Il faudra peut-être remercier un jour la loi « Travail » du Medef pour avoir fait atteindre la phase d’ébullition au bouillon de contradictions idéologiques qui accompagnait ce mot de « Travail » en société capitaliste.

La superposition de ce terme avec celui d’« emploi » et la confusion organisée entre deux notions pourtant antagonistes a failli réussir à naturaliser un travail aliéné et son « marché de l’emploi ». Cette confusion, devenue évidence par asphyxie médiatique, a autorisé derrière elle la production d’énoncés assénés comme des évidences : « Mais enfin, pauvre ignare économique,seules les entreprises peuvent créer et donner du travail ! », ou encore « les services publics ça coûte et ça endette ! », et surtout « le salaire socialisé est une charge économique inadmissible ! » et quelques autres…Bref, il n’y avait jusqu’au 32 mars, de vrai travail que dans « l’emploi » celui que les employeurs, avant de le transformer en dividendes, manipulent avec l’outil du « marché de l’emploi ».

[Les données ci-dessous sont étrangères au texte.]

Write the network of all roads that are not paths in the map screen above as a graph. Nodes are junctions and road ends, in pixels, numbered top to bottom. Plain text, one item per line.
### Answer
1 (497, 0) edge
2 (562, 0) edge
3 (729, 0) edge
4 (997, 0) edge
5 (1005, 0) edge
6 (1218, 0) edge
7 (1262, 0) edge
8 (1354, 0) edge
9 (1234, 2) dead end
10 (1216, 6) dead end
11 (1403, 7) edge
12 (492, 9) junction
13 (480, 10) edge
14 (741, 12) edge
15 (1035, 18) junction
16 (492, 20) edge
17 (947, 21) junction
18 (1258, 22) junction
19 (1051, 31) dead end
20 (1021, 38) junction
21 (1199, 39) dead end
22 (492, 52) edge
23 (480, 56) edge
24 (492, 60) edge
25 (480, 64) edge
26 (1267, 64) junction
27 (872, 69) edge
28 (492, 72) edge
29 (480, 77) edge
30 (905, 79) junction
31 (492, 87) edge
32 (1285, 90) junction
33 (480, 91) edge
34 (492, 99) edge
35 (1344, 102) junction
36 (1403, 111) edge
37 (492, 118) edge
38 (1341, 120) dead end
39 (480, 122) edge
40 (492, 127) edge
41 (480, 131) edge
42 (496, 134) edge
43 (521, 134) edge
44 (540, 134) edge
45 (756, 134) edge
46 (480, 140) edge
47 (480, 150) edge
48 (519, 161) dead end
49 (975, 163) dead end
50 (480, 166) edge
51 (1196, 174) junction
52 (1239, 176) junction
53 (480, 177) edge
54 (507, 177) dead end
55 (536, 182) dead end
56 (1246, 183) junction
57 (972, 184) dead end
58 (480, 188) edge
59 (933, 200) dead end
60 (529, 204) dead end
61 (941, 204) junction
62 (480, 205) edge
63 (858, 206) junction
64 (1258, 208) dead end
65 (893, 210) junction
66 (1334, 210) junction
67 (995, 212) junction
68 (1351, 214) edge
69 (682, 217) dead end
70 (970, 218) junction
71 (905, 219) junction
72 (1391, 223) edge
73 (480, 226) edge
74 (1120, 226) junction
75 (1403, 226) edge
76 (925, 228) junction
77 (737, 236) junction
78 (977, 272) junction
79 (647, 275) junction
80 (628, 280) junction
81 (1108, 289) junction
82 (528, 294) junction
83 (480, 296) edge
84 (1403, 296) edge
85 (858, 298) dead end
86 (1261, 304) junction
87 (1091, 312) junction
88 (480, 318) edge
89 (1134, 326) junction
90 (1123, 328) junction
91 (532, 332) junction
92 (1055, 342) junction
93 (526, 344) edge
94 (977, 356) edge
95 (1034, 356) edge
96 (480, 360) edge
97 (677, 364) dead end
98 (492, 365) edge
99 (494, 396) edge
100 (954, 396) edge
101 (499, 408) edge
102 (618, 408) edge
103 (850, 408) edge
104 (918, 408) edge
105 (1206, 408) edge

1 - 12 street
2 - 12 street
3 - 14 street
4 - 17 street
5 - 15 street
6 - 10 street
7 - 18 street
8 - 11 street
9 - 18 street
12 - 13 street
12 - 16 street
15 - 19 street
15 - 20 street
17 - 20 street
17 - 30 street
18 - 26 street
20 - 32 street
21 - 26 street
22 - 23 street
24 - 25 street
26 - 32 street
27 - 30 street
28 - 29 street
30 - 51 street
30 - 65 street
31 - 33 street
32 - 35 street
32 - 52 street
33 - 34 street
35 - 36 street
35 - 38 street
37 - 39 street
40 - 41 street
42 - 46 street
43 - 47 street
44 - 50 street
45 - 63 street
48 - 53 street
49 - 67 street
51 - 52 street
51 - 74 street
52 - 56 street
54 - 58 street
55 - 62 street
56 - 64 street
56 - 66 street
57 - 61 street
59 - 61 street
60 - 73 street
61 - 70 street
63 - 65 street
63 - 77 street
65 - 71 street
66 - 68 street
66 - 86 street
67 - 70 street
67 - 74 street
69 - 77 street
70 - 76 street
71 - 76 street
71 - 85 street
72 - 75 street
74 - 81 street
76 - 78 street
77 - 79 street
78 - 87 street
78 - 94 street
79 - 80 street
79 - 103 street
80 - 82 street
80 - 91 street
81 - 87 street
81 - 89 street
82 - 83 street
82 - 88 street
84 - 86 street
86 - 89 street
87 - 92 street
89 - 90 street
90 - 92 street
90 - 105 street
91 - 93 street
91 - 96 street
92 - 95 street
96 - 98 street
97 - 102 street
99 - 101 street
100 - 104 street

Et voilà que resurgissent les réminiscences d’un marxisme déclaré disparu, l’idée que produire c’est se créer soi-même en même temps qu’on travaille pour tous les autres, que cela pourrait être libérateur, épanouissant socialement, créateur d’autre chose que de marchandises ; bref, le contraire de ces heures abstraites, insignifiantes, dépendantes que les employeurs et leur classe sociale semblent concéder par charité aux salariés. On connaît tous des jeunes qui préfèrent la galère des activités librement choisies, aux humiliantes procédures des entretiens et CV d’embauche, aux petits boulots précaires et sans rapport avec les compétences. La loi Travail, en rendant caricaturale la vraie nature de l’emploi exploité, va peut-être revivifier le sens de l’article 23 de la déclaration de 48, un sens que le mot travail avait perdu au profit, c’est le cas de le dire, de l’étymologie douteuse de tripalium ; « Émanciper le Travail », comme le dit Bernard Friot, pourrait commencer par l’exigence d’une mise en pratique contraignante de cet article 23 .

Henri GUARINOS

Article 23 de la déclaration universelle des droits de l’homme (rappel)

1. Toute personne a droit au travail, au libre choix de son travail, à des conditions équitables et satisfaisantes de travail et à la protection contre le chômage.

2. Tous ont droit, sans aucune discrimination, à un salaire égal pour un travail égal.

3. Quiconque travaille a droit à une rémunération équitable et satisfaisante lui assurant ainsi qu’à sa famille une existence conforme à la dignité humaine et complétée, s’il y a lieu, par tous autres moyens de protection sociale.